The New York City team (in red) narrowly avoids being shut out by Long Island in the annual Empire Challenge game on Tuesday at Hofstra.
Before the start of Tuesday’s Empire Challenge football game, Tottenville’s Alvin Cornelius and Lincoln’s Jessel Jones discussed the possibility of combining for a number of touchdowns with Jones throwing them up and the Syracuse-bound Cornelius hauling them in.
The two didn’t live up to that ambitious plan, but they did combine for a significant touchdown that kept the city team from becoming the first group to suffer a shutout at the hands of Long Island in the annual Empire Challenge, an all-star game that pits the top seniors from the city against their counterparts from Long Island that benefits the Boomer Esiason Foundation to help fight cystic fibrosis.
With 3:04 left and the possibility of a shutout looming, Jones found Cornelius for an 18-yard touchdown in the corner of the end zone, somehow softening the blow of a 31-7 Long Island victory at Hofstra’s Shuart Stadium.
For the unsigned Jones, who led Lincoln to an undefeated season and PSAL city championship, it was a point of pride to get on the board and avoid the ignominy of getting shut out. Since the Boomer Bowl switched to a city versus Long Island format in 1998, no city team had ever failed to score a point, with the biggest blowout taking place in 2005, when Long Island topped the city team 44-7.
“It was important for us to score,” said Jones, who completed 5 of 13 passes for 53 yards while splitting time with two other signal callers. “We wanted to put New York City on the board. We’re prideful players. We wanted to get in the end zone. I threw a good pass. He made the catch. We had talked about scoring more but we wanted to get on the board and avoid the shutout.”
Instead of Cornelius and Jones lighting up the stat column, it was a running back from William Floyd – Stacey Bedell – who was the star of the game, rushing for 135 yards and three touchdowns on just 15 carries, including a 92-yard touchdown scamper in which he basically out-ran the entire city defense to extend the lead to 24-0 with 6:36 left in the third quarter. Lincoln coach Shawn O’Connor, usually on the other end of blowouts, admitted to having never seen Bedell in action, though Lincoln defensive end, Robert Kitching, who like Bedell is headed to UMass, had been talking him up to O’Connor during practice.
“But I got to see him today,” O’Connor said. “He’s good, obviously.”
Long Island amassed 340 yards of total offense while the city team produced just 215 yards with the Island team converting 3-of-3 red zone chances and the city just 1-of-2. Still, Cornelius was hard pressed to give the Long Island team much credit, blaming the city’s own mistakes on the loss. The city team turned the ball over three times compared to just one for Long Island.

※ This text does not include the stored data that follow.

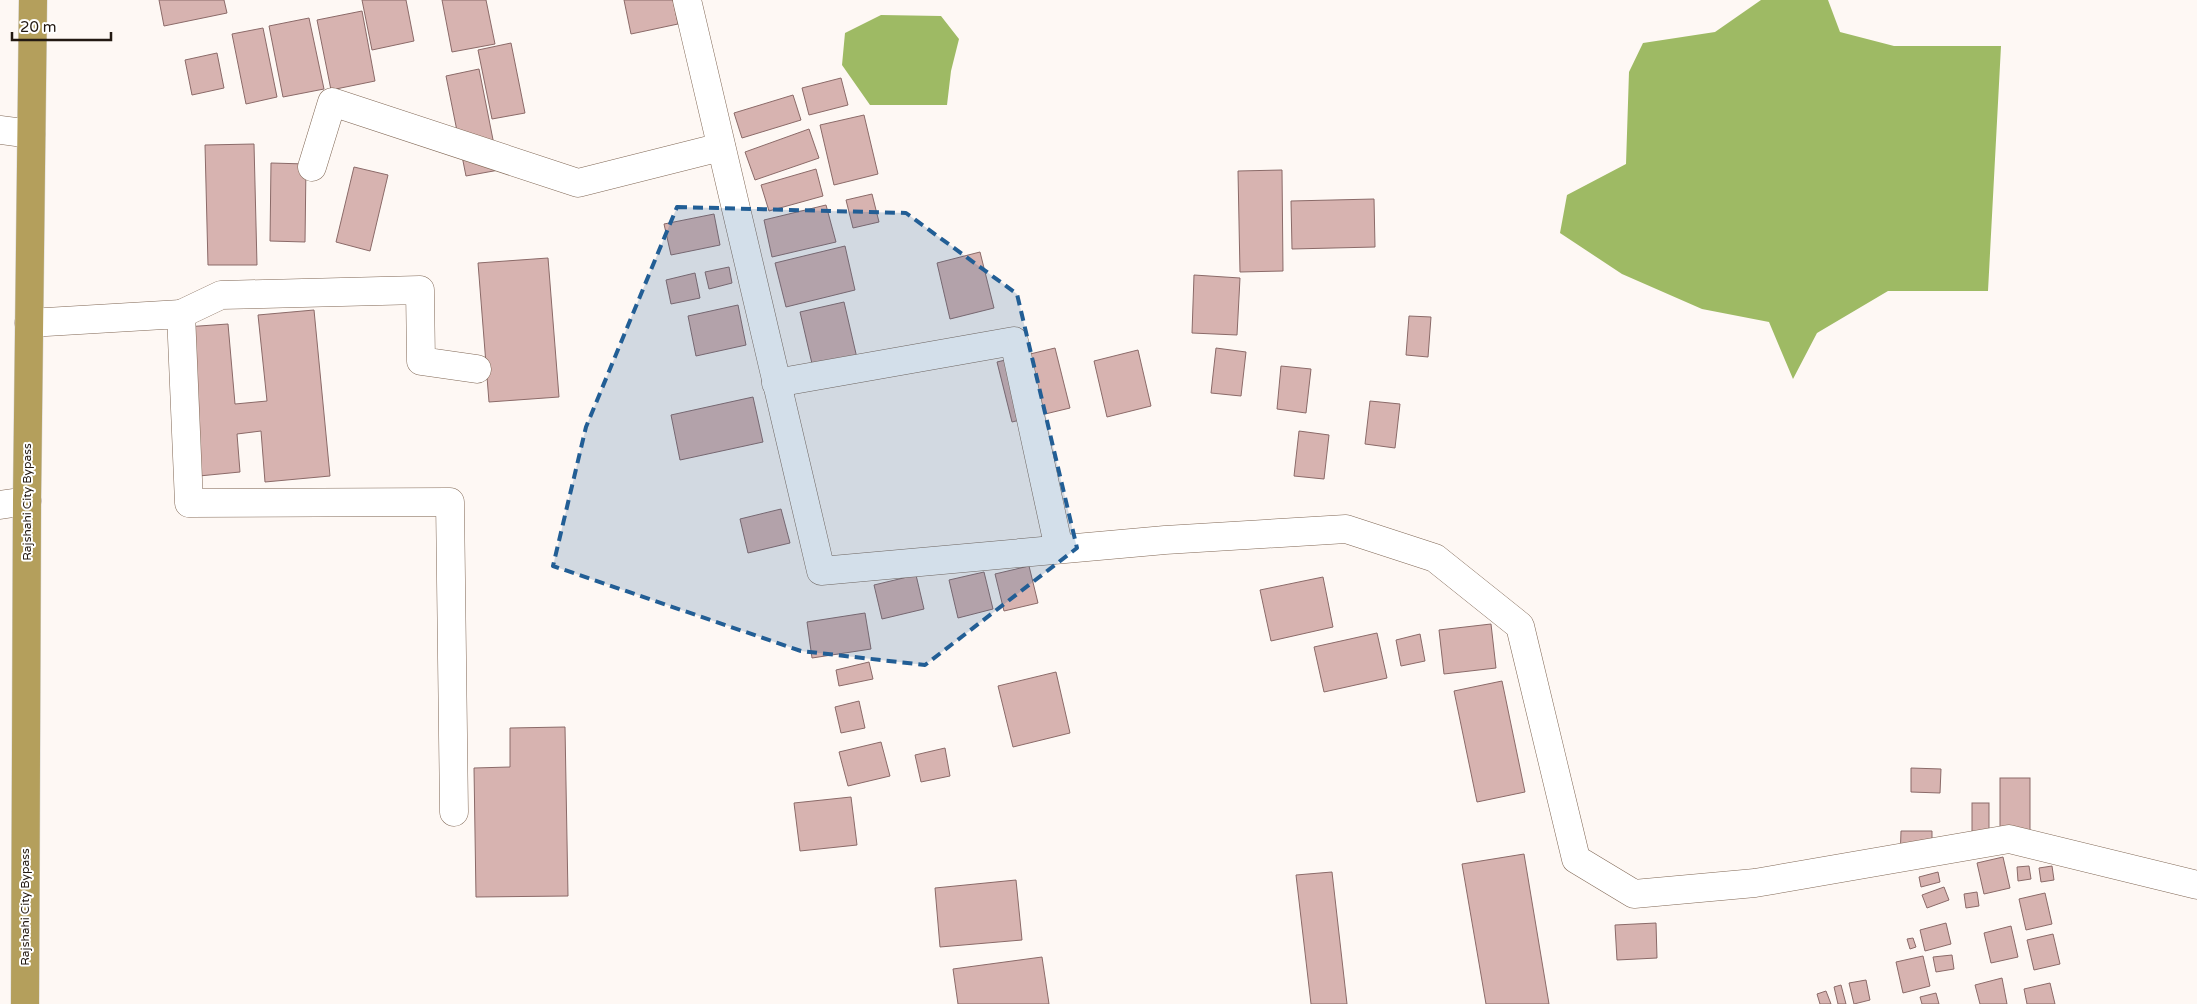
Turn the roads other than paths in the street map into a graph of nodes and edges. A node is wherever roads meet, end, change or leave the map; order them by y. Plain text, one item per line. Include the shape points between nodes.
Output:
1 (33, 0) edge
2 (687, 0) edge
3 (0, 130) edge
4 (31, 134) junction
5 (721, 147) junction
6 (312, 167) dead end
7 (180, 314) junction
8 (29, 323) junction
9 (477, 369) dead end
10 (776, 384) junction
11 (27, 501) junction
12 (0, 505) edge
13 (1059, 549) junction
14 (454, 812) dead end
15 (2197, 885) edge
16 (25, 1004) edge

1 - 4 highway, Rajshahi City Bypass
2 - 5 street
3 - 4 street
4 - 8 highway, Rajshahi City Bypass
5 - 6 street via 578,183 332,102
5 - 10 street
7 - 8 street
7 - 9 street via 221,294 420,290 421,361
7 - 14 street via 189,503 450,502
8 - 11 highway, Rajshahi City Bypass
10 - 13 street via 821,571
10 - 13 street via 1014,341
11 - 12 street
11 - 16 highway, Rajshahi City Bypass
13 - 15 street via 1346,529 1435,558 1520,626 1576,859 1634,894 1755,883 2009,840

“It really wasn’t what they were doing on defense,” said Cornelius, who caught three passes for 34 yards and a touchdown. “We just didn’t play like we practiced. We didn’t do what we were supposed to do.”
The city had several chances to score. Erasmus Hall’s Wayne Morgan returned the opening kickoff of the third quarter 41 yards, and the city team eventually drove down the field, but on a fourth-and-goal from the Long Island 1, Lehman’s David White was stopped on a run up the middle by Long Island’s Tom Diubaldo. That was a snapshot of the city’s lack of success in the red zone on Tuesday.